The Maltese Futsal League, (), known as the Gatorade League for sponsorship reasons, is the official futsal league in Malta. It was founded in 2011 and is currently sponsored by Gatorade. The Maltese futsal championship currently consists of 14 teams. It is organised by the Futsal Malta Association and the Malta Football Association. Prior to a decrease in teams, the league used to be known as the Maltese Futsal Premier Division, which was the highest tier, with a promotion and relegation system tied to the Maltese Futsal First Division.

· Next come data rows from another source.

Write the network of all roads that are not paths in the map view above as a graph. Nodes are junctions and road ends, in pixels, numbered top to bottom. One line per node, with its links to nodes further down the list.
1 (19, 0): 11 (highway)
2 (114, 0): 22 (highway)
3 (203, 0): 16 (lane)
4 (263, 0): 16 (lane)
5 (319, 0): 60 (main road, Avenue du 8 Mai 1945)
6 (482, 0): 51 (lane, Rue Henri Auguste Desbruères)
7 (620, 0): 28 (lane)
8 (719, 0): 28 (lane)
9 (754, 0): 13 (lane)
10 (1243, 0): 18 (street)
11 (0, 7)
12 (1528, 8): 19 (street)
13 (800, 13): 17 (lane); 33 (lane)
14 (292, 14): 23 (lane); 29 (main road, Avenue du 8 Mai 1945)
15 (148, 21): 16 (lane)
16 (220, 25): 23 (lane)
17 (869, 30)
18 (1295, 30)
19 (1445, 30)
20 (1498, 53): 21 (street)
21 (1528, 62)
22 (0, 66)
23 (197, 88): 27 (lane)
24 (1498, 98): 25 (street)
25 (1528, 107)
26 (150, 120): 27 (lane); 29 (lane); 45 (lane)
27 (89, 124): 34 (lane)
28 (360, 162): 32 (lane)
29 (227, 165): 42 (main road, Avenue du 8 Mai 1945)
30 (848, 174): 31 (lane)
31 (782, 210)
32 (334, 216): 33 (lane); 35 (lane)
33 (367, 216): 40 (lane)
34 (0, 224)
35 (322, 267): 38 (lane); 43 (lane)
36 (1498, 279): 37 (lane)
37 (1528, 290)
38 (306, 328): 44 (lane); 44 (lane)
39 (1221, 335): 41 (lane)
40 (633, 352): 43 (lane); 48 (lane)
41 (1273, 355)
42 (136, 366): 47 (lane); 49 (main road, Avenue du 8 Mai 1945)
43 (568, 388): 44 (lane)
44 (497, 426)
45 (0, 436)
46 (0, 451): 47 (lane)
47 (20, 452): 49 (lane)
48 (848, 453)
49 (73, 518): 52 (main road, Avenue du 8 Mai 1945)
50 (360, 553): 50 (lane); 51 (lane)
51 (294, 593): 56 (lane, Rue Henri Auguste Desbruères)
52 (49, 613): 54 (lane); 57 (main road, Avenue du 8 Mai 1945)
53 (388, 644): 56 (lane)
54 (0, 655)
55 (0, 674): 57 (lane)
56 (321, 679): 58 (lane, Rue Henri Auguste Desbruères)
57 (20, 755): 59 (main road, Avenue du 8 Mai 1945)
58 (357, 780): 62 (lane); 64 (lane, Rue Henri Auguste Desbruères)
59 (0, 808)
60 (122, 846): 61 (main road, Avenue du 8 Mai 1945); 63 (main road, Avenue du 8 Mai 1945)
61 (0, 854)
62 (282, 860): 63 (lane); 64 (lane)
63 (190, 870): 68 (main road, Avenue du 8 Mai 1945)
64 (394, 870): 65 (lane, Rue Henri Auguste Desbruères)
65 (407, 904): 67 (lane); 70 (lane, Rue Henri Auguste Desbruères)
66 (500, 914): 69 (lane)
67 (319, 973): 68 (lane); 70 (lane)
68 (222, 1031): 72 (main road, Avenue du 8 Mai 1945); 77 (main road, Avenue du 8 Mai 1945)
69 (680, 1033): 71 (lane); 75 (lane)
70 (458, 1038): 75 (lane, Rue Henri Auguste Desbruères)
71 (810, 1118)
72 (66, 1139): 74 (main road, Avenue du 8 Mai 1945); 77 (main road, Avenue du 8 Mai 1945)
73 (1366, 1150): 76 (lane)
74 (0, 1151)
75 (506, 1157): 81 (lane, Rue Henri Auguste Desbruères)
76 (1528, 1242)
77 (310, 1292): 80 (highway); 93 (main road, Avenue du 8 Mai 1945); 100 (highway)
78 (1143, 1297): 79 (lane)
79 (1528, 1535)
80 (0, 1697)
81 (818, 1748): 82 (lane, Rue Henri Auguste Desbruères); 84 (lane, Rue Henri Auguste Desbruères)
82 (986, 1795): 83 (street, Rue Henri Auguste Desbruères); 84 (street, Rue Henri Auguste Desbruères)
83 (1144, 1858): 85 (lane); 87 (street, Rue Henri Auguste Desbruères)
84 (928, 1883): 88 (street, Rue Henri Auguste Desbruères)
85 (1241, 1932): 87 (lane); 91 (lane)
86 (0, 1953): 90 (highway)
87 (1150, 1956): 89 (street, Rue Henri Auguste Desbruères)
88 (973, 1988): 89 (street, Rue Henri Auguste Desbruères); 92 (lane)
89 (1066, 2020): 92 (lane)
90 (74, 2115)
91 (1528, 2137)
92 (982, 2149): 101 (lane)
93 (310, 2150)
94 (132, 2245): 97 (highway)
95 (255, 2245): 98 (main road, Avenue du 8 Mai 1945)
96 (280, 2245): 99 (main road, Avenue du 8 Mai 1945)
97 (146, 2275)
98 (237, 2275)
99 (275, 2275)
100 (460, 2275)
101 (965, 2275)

The league is played entirely in the Corradino Sports Pavilion.

History 

Futsal has been officially played since 1998. The league started in 1999 when three University students, who had organized the unofficial Dr. Stanley's Workshop five-a-side league, contacted the Malta FA. Laboratoires Alta Care were the first well-documented league winner of any Maltese futsal championship. The club won two titles in a row, for the season 2000-01 and 2001-02.

The league was created in 2011. The highest peak saw 4 divisions with over 70 teams. Teams started decreasing when the Futsal Malta Association made requirements more stringent to make the league more professional.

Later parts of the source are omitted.